I really do not understand the difference between #encode
and #force_encoding
in Ruby for the String
class. I understand that "kam".force_encoding("UTF-8")
will force "kam"
to be in UTF-8 encoding, but how is #encode(encoding)
different?
http://ruby-doc.org/core-2.0/String.html#method-i-encoding
Difference is pretty big. force_encoding
sets given string encoding, but does not change the string itself, i.e. does not change it representation in memory:
'łał'.bytes #=> [197, 130, 97, 197, 130]
'łał'.force_encoding('ASCII').bytes #=> [197, 130, 97, 197, 130]

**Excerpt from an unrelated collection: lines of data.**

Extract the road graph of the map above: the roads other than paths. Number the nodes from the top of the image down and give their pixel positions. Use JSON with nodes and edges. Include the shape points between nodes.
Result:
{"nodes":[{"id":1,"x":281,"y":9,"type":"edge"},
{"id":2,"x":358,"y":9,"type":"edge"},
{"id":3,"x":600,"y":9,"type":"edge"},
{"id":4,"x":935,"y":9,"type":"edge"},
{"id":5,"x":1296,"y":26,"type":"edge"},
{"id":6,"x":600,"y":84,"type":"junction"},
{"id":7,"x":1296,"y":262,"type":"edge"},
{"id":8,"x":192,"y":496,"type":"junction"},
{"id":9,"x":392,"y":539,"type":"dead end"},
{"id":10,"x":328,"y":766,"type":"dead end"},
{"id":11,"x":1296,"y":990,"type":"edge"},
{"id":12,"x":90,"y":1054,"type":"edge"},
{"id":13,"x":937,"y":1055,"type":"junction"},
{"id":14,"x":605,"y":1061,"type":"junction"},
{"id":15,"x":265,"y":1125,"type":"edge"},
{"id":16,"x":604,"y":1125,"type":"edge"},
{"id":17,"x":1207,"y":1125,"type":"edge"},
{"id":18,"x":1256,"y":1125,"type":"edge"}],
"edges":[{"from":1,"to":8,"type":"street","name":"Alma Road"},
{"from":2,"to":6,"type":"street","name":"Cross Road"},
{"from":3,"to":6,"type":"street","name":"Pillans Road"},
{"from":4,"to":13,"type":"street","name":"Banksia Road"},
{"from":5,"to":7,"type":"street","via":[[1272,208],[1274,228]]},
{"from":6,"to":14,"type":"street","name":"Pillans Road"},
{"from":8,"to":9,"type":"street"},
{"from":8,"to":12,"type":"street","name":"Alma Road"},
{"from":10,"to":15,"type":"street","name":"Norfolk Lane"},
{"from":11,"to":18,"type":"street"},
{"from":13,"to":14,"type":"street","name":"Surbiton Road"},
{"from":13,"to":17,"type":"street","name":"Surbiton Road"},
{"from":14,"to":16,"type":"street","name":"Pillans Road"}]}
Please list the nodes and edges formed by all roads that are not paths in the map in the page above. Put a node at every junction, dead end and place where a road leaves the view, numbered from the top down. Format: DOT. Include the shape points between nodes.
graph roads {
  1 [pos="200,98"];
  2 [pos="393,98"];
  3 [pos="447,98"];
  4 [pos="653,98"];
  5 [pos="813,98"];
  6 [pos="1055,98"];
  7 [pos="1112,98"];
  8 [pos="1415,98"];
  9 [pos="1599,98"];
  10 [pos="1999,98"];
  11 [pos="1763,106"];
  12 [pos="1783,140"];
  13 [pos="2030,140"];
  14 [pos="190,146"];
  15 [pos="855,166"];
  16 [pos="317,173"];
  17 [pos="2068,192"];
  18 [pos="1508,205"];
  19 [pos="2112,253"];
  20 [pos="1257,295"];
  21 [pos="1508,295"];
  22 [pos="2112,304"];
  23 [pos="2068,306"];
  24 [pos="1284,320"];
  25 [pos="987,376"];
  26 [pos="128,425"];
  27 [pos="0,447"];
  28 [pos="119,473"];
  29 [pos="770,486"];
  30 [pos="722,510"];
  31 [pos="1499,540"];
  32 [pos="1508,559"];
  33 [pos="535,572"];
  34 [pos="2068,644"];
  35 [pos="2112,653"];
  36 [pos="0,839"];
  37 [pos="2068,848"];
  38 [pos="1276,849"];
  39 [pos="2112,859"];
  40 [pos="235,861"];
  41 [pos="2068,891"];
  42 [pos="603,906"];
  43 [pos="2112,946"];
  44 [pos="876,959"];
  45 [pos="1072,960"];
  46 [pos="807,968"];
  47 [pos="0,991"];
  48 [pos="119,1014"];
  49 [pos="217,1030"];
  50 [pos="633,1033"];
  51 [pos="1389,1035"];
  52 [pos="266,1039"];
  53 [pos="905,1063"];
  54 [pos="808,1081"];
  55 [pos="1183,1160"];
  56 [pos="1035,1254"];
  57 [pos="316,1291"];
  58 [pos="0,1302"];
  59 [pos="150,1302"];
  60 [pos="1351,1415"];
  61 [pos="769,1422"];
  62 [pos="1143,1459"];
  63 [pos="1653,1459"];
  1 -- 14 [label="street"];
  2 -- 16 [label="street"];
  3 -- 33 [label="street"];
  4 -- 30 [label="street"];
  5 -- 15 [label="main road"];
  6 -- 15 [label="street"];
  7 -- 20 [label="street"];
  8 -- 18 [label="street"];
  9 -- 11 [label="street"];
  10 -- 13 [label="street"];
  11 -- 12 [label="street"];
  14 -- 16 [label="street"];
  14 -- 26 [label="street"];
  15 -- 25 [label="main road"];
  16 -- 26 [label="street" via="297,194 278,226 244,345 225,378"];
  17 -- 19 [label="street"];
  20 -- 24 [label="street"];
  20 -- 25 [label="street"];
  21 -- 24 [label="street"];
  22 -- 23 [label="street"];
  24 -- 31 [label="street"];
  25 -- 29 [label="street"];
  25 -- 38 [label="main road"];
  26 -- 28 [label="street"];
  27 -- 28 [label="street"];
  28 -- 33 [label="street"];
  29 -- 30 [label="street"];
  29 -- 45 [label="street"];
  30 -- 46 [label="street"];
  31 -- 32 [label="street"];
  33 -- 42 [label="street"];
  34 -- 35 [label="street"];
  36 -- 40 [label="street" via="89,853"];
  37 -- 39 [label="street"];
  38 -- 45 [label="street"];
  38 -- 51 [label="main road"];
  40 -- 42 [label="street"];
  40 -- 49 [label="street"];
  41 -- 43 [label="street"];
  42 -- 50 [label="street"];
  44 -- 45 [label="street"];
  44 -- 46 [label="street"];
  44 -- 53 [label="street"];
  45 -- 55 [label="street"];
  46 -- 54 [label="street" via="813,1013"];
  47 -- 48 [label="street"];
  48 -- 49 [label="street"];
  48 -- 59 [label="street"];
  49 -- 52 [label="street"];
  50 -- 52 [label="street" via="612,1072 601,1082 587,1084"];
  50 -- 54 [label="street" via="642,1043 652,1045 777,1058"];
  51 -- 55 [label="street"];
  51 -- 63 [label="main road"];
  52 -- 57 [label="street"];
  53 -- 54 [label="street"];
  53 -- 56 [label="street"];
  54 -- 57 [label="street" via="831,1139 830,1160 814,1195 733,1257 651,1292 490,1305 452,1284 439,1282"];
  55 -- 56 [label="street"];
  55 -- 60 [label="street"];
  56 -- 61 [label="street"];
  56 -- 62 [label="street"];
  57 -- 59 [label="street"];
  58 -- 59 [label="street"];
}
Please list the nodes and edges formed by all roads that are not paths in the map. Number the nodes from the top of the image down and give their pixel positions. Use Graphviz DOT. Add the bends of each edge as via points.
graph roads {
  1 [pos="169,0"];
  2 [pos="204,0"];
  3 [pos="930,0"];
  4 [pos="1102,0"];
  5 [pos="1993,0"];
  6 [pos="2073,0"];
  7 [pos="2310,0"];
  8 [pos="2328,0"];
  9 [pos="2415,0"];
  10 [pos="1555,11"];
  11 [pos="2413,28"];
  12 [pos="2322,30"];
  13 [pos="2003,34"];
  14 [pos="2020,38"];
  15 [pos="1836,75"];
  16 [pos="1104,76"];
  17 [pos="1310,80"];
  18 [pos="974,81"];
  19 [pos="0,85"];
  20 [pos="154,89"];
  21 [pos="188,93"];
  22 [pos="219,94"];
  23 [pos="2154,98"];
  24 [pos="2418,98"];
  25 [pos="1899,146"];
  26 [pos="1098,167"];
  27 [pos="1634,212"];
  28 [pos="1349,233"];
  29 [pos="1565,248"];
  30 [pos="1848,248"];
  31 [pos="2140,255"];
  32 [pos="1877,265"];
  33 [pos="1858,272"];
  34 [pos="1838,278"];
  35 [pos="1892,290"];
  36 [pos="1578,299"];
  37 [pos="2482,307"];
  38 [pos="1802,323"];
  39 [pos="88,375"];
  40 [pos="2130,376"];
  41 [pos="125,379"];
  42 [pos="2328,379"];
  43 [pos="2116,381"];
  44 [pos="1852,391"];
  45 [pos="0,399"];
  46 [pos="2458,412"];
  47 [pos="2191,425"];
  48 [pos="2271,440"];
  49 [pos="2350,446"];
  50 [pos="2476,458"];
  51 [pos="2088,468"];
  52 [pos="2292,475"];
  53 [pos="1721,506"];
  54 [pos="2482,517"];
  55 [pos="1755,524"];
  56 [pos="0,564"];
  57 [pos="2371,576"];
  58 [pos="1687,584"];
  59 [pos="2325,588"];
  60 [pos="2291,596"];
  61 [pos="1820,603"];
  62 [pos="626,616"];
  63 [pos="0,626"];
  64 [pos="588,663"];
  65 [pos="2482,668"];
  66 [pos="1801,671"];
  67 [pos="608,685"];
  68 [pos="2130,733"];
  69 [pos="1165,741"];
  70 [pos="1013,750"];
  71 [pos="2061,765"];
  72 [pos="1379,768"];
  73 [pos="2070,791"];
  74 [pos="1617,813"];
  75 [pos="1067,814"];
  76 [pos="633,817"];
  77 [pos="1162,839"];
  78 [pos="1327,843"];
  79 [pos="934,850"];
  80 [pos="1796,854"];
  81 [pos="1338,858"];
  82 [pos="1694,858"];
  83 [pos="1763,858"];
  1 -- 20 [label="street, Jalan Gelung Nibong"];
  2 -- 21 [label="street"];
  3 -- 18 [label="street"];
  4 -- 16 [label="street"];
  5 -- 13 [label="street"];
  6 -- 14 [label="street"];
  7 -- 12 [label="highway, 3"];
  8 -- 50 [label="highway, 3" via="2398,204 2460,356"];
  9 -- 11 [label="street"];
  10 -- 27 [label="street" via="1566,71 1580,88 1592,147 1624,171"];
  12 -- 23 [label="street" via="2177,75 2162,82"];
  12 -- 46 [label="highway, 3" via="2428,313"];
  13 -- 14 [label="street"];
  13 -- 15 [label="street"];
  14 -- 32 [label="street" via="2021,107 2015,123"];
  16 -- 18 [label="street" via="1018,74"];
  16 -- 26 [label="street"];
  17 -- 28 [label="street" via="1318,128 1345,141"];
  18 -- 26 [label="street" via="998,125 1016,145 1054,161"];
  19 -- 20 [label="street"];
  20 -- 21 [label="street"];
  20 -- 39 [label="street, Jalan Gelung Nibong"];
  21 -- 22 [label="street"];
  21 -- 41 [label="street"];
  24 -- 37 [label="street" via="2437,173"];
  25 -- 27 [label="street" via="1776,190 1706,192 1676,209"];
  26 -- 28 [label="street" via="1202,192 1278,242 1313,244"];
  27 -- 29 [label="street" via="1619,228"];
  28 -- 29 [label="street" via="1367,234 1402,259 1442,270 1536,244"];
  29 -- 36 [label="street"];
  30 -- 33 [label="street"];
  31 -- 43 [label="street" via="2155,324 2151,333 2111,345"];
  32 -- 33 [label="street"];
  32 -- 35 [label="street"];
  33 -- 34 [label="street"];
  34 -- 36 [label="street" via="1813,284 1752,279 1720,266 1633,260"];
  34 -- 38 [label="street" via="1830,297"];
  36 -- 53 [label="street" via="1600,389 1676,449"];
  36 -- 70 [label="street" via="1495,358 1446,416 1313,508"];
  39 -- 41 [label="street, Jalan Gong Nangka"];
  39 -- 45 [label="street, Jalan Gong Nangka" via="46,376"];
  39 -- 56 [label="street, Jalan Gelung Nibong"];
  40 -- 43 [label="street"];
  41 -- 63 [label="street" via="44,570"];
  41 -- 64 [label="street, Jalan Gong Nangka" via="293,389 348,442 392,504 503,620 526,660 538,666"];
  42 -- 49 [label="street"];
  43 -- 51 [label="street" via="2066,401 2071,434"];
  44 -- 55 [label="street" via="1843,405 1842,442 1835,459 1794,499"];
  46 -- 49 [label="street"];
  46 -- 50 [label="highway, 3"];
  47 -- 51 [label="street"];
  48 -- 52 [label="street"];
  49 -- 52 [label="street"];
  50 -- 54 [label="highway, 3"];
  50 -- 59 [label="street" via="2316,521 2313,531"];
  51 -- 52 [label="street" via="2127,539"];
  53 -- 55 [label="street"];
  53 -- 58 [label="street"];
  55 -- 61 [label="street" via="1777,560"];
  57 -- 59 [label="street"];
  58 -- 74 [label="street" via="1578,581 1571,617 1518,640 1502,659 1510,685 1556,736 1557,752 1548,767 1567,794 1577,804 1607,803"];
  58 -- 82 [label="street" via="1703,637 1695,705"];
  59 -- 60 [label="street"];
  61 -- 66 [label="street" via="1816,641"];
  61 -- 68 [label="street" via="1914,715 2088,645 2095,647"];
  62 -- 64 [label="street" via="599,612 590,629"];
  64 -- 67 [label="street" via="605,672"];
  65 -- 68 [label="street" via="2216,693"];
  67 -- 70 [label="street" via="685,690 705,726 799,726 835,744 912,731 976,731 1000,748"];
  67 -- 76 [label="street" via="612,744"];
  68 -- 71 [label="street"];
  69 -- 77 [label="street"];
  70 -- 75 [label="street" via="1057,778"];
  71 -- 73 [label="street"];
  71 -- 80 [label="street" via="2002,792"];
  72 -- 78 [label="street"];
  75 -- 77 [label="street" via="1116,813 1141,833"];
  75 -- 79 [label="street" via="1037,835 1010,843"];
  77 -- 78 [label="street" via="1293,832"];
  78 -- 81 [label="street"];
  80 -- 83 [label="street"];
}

'łał'.force_encoding('ASCII') #=> "\xC5\x82a\xC5\x82"
Encode is assuming that the current encoding is correct and tries to change the string so it reads same way in second encoding:
'łał'.encode('UTF-16') #=> 'łał'
'łał'.encode('UTF-16').bytes #=> [254, 255, 1, 65, 0, 97, 1, 66]
In short, force_encoding
changes the way string is being read from bytes, and encode
changes the way string is written without changing the output (if possible)
Read this Changing an encoding
The associated Encoding of a String can be changed in two different ways.
First, it is possible to set the Encoding
of a string to a new Encoding without changing the internal byte representation of the string, with String#force_encoding
. This is how you can tell Ruby the correct encoding of a string.
Example :
string = "R\xC3\xA9sum\xC3\xA9"
string.encoding #=> #<Encoding:ISO-8859-1>
string.force_encoding(Encoding::UTF_8) #=> "R\u00E9sum\u00E9"
Second, it is possible to transcode a string, i.e. translate its internal byte representation to another encoding. Its associated encoding is also set to the other encoding. See String#encode
for the various forms of transcoding, and the Encoding::Converter class for additional control over the transcoding process.
Example :
string = "R\u00E9sum\u00E9"
string.encoding #=> #<Encoding:UTF-8>
string = string.encode!(Encoding::ISO_8859_1)
#=> "R\xE9sum\xE9"
string.encoding
#=> #<Encoding::ISO-8859-1>